Chuck Schuldiner Project

Sunday, September 18, 2011

The FU'zz

     Okay, let's get one thing out of the way at the outset of the review, The FU'zz's name is, in fact, supposed to read like "F U". This bad pun seems to foretell a good amount about the band. The FU'zz is a "light spirited garage rock band". They make sure that we're all clear on this by deliberately misspelling song titles in a "fun and quirky" way. A good chunk of you probably have a more or less accurate pre-judgement about the band already. Yes, there is definitely a sound to The FU'zz's music that calls to mind that high school rock band that everyone praised just because they were barely capable of playing their instruments. The thing is, The FU'zz isn't like that band because they suck (thank god), but because its clear they're having fun with the music. At no point throughout the 14 song album that they have on Bandcamp have I ever thought that the recording artists were so caught up in producing a perfect product that they forgot to enjoy what they're doing.
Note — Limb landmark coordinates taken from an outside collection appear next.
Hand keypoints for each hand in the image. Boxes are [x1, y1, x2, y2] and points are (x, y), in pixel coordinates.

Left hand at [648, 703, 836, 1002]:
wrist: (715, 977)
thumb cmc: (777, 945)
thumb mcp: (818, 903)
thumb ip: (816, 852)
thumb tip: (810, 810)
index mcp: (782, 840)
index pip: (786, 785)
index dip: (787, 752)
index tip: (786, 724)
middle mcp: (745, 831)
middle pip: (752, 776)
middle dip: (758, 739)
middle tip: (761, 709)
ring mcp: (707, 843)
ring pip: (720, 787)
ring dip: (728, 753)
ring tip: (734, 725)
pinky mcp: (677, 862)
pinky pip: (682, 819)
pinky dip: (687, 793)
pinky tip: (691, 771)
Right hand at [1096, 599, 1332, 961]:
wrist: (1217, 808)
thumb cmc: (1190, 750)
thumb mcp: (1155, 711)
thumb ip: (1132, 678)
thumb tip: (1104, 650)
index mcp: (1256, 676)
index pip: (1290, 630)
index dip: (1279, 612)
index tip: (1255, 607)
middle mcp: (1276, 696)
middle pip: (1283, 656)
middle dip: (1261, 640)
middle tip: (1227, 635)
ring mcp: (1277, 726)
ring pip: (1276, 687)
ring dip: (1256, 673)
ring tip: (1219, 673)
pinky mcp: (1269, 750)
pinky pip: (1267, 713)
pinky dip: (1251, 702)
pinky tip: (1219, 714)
     Starting on the negatives, I think the single biggest issue that The FU'zz has is oftentimes very crowded recordings for a garage rock band. When I think of lo-fi alt / garage rock bands, the first thing that comes to mind is a very stripped down, stark sound. I'll use what it arguably the best example of this, The White Stripes. If you pull up a White Stripes song, if you aren't familiar with any of their songs yet, you should notice that the music has a very unique atmosphere to it. It's a little hard to describe, somehow, The White Stripes can manage to fill in a lot of "empty space" in the recording that most other bands fill with more instrumentation, just by the way they write their songs. This liberal use of silence and figurative empty space as an instrument in and of itself is, in my opinion, the essence of truly great garage rock. Dirty, poorly recorded classic rock cuts and anxious vocals that express emotion not through melody, but through tone. Its for this reason that Jack White can get away with his oftentimes wildly off key vocals and still be called a great. But this is a review for The FU'zz, not The White Stripes.
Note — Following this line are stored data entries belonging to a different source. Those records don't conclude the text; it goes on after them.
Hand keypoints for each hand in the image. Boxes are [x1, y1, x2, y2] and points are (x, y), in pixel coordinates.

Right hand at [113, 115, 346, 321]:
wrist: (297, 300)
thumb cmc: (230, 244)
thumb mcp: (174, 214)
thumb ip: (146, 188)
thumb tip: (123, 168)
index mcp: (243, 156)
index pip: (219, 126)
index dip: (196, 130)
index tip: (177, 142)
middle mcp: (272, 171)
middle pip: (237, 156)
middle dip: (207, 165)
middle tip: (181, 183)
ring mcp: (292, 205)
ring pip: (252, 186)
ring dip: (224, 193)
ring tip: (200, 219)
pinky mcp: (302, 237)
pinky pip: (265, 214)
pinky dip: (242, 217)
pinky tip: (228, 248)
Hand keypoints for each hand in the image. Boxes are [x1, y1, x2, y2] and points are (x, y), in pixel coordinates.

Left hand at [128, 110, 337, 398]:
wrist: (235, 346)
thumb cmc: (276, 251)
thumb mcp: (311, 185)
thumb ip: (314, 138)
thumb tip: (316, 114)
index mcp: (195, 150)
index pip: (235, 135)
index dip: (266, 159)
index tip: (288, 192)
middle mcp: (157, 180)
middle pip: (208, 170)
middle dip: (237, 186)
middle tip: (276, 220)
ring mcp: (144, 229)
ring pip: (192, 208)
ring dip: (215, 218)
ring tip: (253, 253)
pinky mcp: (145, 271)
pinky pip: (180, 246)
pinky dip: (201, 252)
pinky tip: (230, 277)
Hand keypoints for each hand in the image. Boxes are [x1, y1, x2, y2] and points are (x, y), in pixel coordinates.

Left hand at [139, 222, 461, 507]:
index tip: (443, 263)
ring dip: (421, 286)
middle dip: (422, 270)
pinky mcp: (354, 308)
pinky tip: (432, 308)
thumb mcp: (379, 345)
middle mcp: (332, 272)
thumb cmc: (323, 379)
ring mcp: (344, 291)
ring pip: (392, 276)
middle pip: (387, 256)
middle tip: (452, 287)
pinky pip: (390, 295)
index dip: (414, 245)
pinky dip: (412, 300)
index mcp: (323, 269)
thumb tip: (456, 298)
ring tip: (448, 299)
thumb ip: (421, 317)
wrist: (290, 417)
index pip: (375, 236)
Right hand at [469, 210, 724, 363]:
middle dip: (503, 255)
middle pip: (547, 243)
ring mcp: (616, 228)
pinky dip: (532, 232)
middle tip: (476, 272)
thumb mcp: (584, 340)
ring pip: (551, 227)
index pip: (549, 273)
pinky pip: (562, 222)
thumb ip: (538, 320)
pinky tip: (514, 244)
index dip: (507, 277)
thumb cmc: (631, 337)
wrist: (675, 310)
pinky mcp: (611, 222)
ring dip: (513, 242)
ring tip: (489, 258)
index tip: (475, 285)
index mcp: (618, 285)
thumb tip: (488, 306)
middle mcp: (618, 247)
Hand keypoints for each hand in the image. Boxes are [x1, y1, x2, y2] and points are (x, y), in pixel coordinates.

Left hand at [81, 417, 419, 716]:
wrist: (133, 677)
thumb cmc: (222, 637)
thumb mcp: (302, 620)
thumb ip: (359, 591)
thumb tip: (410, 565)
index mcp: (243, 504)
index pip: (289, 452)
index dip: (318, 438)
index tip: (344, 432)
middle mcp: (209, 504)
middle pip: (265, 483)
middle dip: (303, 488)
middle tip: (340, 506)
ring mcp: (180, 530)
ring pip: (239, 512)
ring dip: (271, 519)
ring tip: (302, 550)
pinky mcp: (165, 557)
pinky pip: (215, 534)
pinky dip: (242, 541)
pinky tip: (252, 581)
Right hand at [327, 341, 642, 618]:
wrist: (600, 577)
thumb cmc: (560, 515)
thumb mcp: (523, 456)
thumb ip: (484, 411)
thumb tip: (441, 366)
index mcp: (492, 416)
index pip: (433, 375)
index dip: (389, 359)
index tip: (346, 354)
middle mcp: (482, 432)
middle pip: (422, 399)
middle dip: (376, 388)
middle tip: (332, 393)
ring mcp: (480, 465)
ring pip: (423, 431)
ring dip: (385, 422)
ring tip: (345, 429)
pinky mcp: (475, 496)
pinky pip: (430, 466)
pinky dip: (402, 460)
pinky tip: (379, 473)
     The other big problem with The FU'zz is that their overarching sound can become a bit inaccessible and eclectic at times. At moments songs can turn into simultaneously pop, funk, punk, metal, and surf rock inspired oddities where one wonders who but the music connoisseur with the most eclectic tastes could get the full value out of the song (see Fried 4 Eternity and Trippin Onna Shoelace). This brings us to The FU'zz's finer points in a roundabout way. Somehow, The FU'zz can make this bizarre, quirky sound work. I don't presently know of any bands that make the contrasting sounds bounce off of one another in such an effective way, my closest approximation would be Primus, but to suggest that Primus is even playing the same sport as The FU'zz would be insane. On the more straightforward, purposeful songs (Soggy, Forever Bugs, etc.) The FU'zz pulls off some really cool, dark, crunchy riffs and funky basslines, but I feel like these songs are a bit less interesting, if a bit more focused, then their oddball counterparts. On the flip side, these "junk drawer" songs feature plenty of good riffs and fills as well, but the nature of these songs leads to the song elements getting spread thin among the plethora of influences.

     So I feel like I've accurately described The FU'zz's defining sound. Unusual, experimental dark, noisy, and lo fi. I don't feel like they could possibly be called a massive, groundbreaking success as a consequence of the crowded and overwhelming recording, but as trite as the statement is both within my reviews and among others, The FU'zz is a fun, rewarding listen that reminds me of the (probably false) maxim of my local high school bands, that they do it for the music, not the attention or the money. The only difference is that I wholeheartedly believe the statement rings true in The FU'zz's case.